When he reaches me, he grabs me by the upper arms and shakes me, hard enough to make my teeth rattle, before he shoves me up against the wall with a growl I feel deep in my belly. Cold concrete hits my back as his fingers grasp my chin. I’ve never wanted to look away from someone so badly in my life, but his grip on my chin makes that impossible.
He says something to me, but my ears are ringing from the sound of the shot and the blood pounding in my head. I shake my head to signal to him that I can’t hear him.
He raises his voice so loudly, my stomach clenches.
“You think you can shoot a gun? With no training, no experience, nothing to keep you safe? Do you?” he snarls. A vein throbs in his temple, his nostrils flare. I cringe. What else am I supposed to do?
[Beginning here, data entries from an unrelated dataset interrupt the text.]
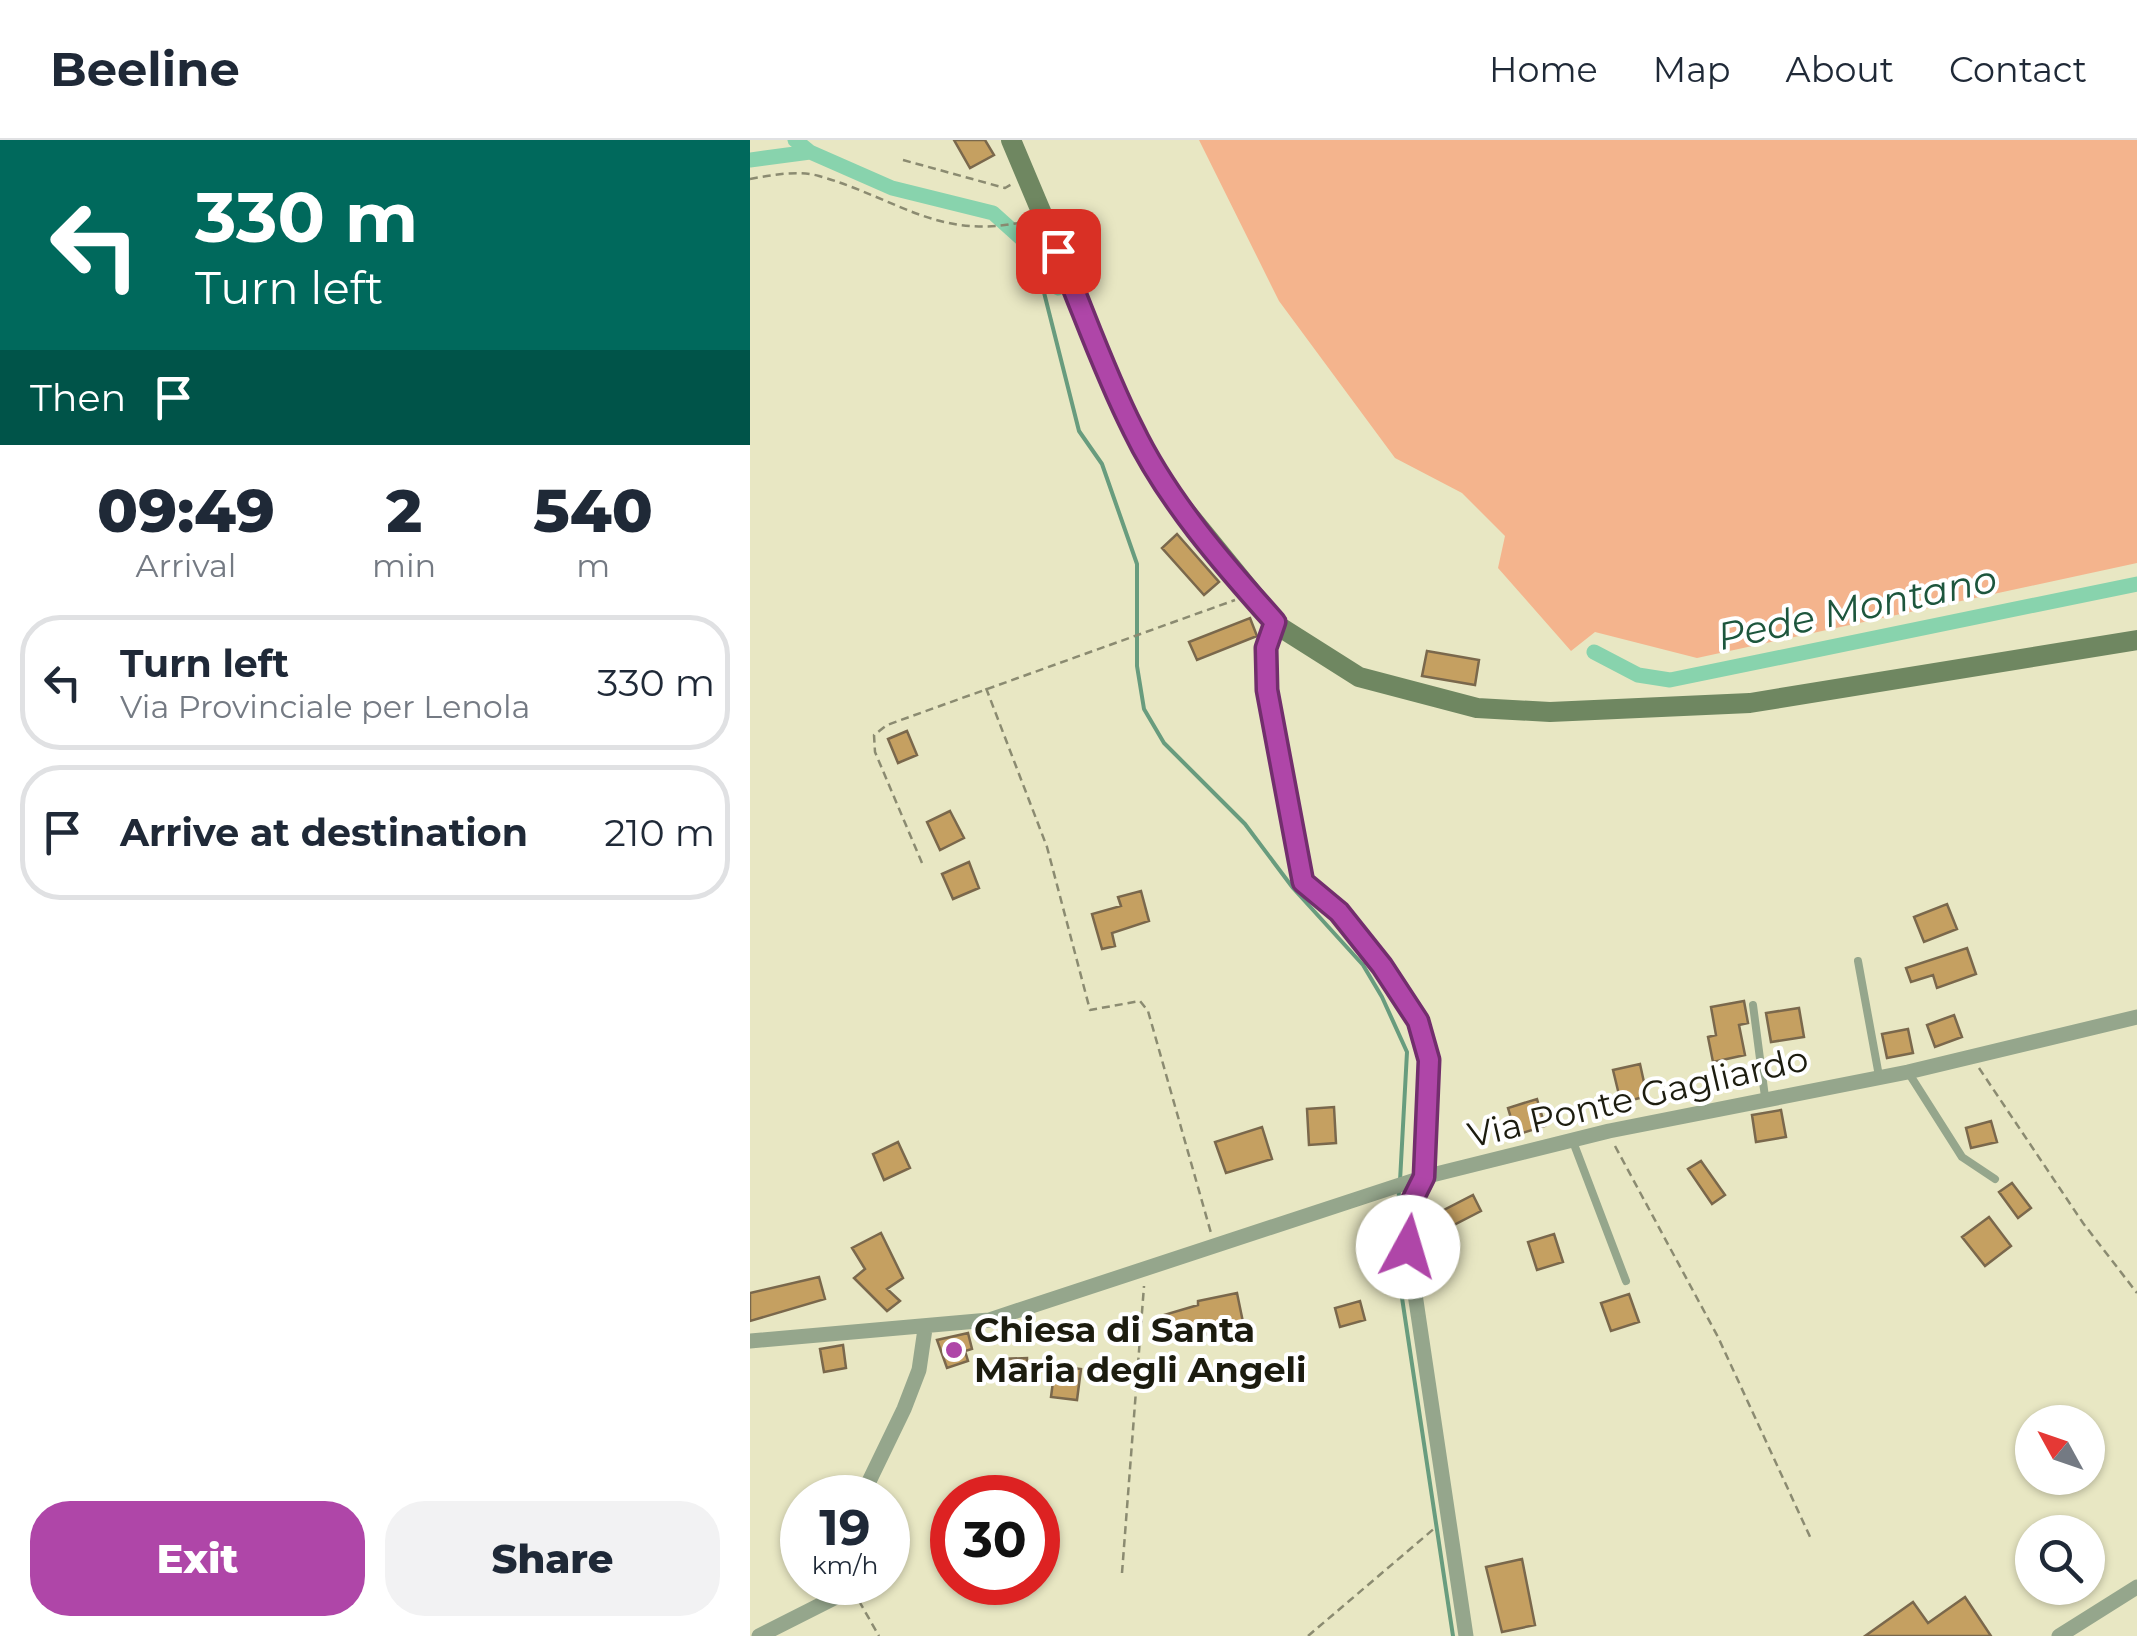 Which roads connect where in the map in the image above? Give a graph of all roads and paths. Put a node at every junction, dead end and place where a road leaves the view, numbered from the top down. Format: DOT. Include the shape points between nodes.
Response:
graph roads {
  1 [pos="1011,140"];
  2 [pos="904,160"];
  3 [pos="1026,177"];
  4 [pos="750,179"];
  5 [pos="1026,221"];
  6 [pos="1251,594"];
  7 [pos="1275,622"];
  8 [pos="2137,640"];
  9 [pos="986,688"];
  10 [pos="922,863"];
  11 [pos="1858,961"];
  12 [pos="1753,1005"];
  13 [pos="2137,1016"];
  14 [pos="1970,1054"];
  15 [pos="1908,1072"];
  16 [pos="1878,1076"];
  17 [pos="1766,1098"];
  18 [pos="1609,1131"];
  19 [pos="1572,1139"];
  20 [pos="1424,1177"];
  21 [pos="1995,1178"];
  22 [pos="1215,1247"];
  23 [pos="1145,1270"];
  24 [pos="1626,1282"];
  25 [pos="2137,1293"];
  26 [pos="924,1329"];
  27 [pos="750,1341"];
  28 [pos="872,1475"];
  29 [pos="1430,1529"];
  30 [pos="1810,1540"];
  31 [pos="1122,1573"];
  32 [pos="2137,1587"];
  33 [pos="815,1605"];
  34 [pos="862,1605"];
  35 [pos="758,1636"];
  36 [pos="878,1636"];
  37 [pos="1308,1636"];
  38 [pos="1466,1636"];
  39 [pos="2059,1636"];
  1 -- 3 [label="main road"];
  2 -- 3 [label="path" via="1005,188"];
  3 -- 6 [label="main road" via="1133,430 1167,488"];
  4 -- 5 [label="path" via="817,176 966,228"];
  6 -- 7 [label="main road"];
  6 -- 9 [label="path"];
  7 -- 8 [label="main road" via="1359,676 1477,708 1550,712 1750,704"];
  7 -- 20 [label="street" via="1266,648 1267,690 1303,882 1339,912 1418,1021 1429,1060"];
  9 -- 10 [label="path" via="874,735 875,752"];
  9 -- 22 [label="path" via="1048,847 1090,1010 1140,1000 1148,1011"];
  11 -- 16 [label="lane"];
  12 -- 17 [label="lane"];
  13 -- 14 [label="street, Via Ponte Gagliardo"];
  14 -- 15 [label="street, Via Ponte Gagliardo"];
  14 -- 25 [label="path"];
  15 -- 16 [label="street, Via Ponte Gagliardo"];
  15 -- 21 [label="lane" via="1962,1157"];
  16 -- 17 [label="street, Via Ponte Gagliardo"];
  17 -- 18 [label="street, Via Ponte Gagliardo"];
  18 -- 19 [label="street, Via Ponte Gagliardo"];
  18 -- 30 [label="path" via="1718,1337"];
  19 -- 20 [label="street, Via Ponte Gagliardo"];
  19 -- 24 [label="lane"];
  20 -- 22 [label="street, Via Ponte Gagliardo"];
  20 -- 38 [label="street" via="1410,1205 1408,1247"];
  22 -- 23 [label="street, Via Ponte Gagliardo"];
  23 -- 26 [label="street, Via Ponte Gagliardo" via="989,1320"];
  23 -- 31 [label="path"];
  26 -- 27 [label="street, Via Ponte Gagliardo"];
  26 -- 28 [label="street" via="919,1370"];
  29 -- 37 [label="path"];
  32 -- 39 [label="street"];
  33 -- 35 [label="street"];
  34 -- 36 [label="path"];
} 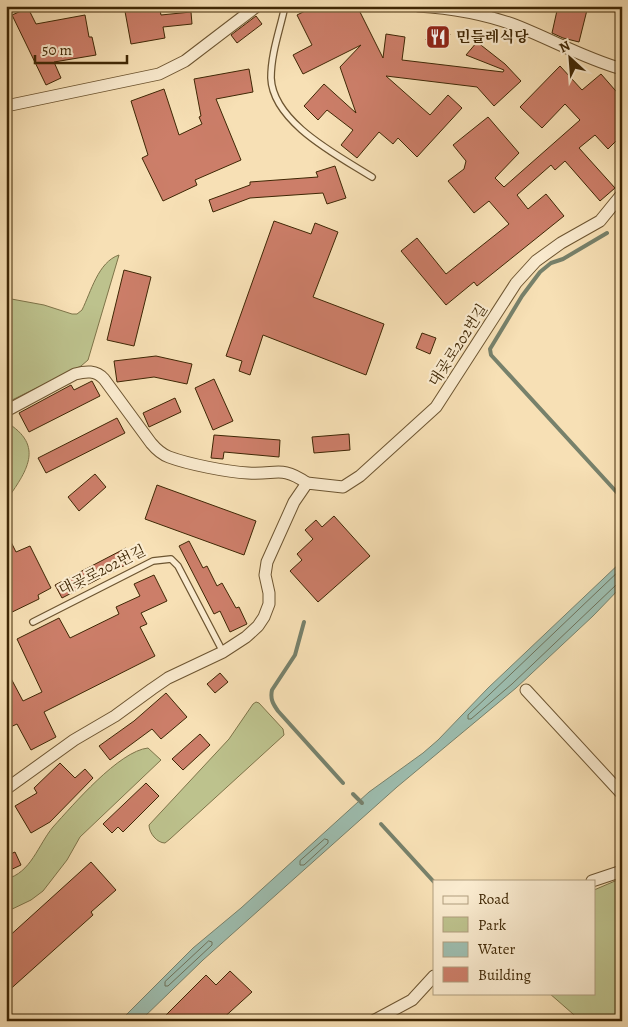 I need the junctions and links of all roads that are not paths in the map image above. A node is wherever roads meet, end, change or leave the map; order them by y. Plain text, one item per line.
1 (257, 6) edge
2 (285, 6) edge
3 (418, 6) edge
4 (622, 69) edge
5 (6, 106) edge
6 (372, 178) dead end
7 (622, 194) edge
8 (6, 411) edge
9 (307, 483) junction
10 (33, 622) dead end
11 (222, 652) junction
12 (526, 690) dead end
13 (6, 789) edge
14 (622, 794) edge
15 (622, 871) edge
16 (595, 880) edge
17 (433, 977) edge
18 (373, 1021) edge

1 - 5 street
2 - 6 lane
3 - 4 street
7 - 9 street, 대곶로202번길
8 - 9 street, 대곶로202번길
9 - 11 street
10 - 11 lane, 대곶로202번길
11 - 13 street
12 - 14 street
15 - 16 street
17 - 18 street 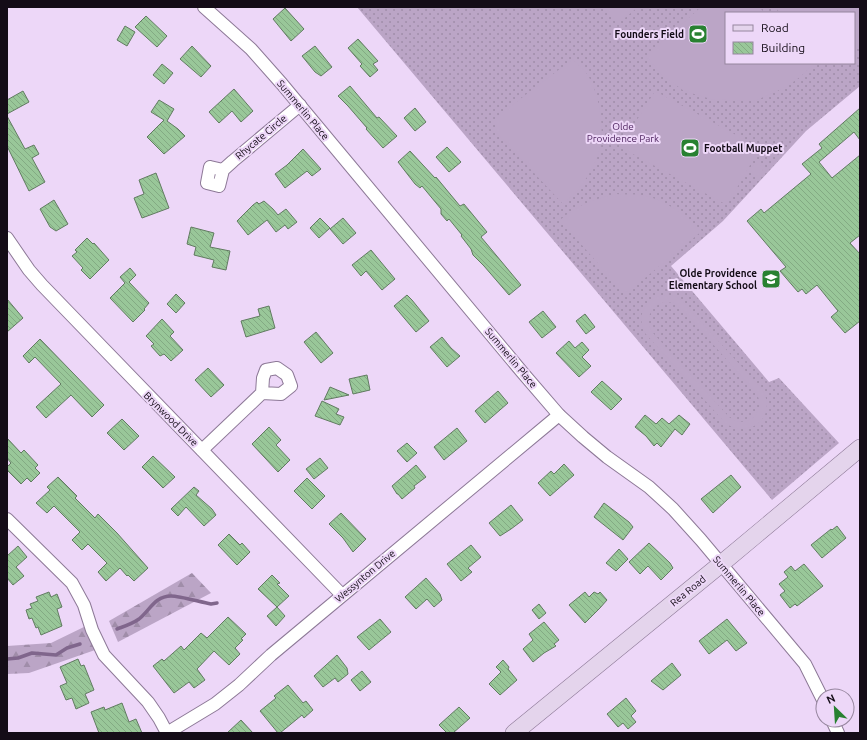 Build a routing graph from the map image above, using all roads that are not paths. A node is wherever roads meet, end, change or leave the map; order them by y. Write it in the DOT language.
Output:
graph roads {
  1 [pos="204,7"];
  2 [pos="300,106"];
  3 [pos="223,170"];
  4 [pos="7,238"];
  5 [pos="262,393"];
  6 [pos="559,415"];
  7 [pos="860,448"];
  8 [pos="202,450"];
  9 [pos="7,519"];
  10 [pos="721,564"];
  11 [pos="342,595"];
  12 [pos="817,688"];
  13 [pos="167,733"];
  14 [pos="514,733"];
  1 -- 2 [label="street, Summerlin Place"];
  2 -- 3 [label="street, Rhycate Circle"];
  2 -- 6 [label="street, Summerlin Place"];
  4 -- 8 [label="street, Brynwood Drive"];
  5 -- 8 [label="street"];
  6 -- 10 [label="street, Summerlin Place"];
  6 -- 11 [label="street, Wessynton Drive"];
  7 -- 10 [label="main road, Rea Road"];
  8 -- 11 [label="street, Brynwood Drive"];
  9 -- 13 [label="street"];
  10 -- 12 [label="street, Summerlin Place"];
  10 -- 14 [label="main road, Rea Road"];
  11 -- 13 [label="street, Wessynton Drive"];
}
I’m wilting under the heat of his glare, and I totally deserve this. Shooting a loaded gun isreallyfucking stupid. I wouldn’t blame him if he made me leave or fired me or made me go peel potatoes in the kitchen, or whatever it is a military guy does to someone who’s royally fucked up.
My voice shakes. “I didn’t mean to. I didn’t know it was loaded.”
My ears still ring. I want to cover them to still the aching reverberation.
His eyes are sharp as ice, blue rivulets of churning fury, as he holds my gaze.
“Who gave you the gun?”
“I—I don’t know his name. A guy with a shaved head? He was outside.”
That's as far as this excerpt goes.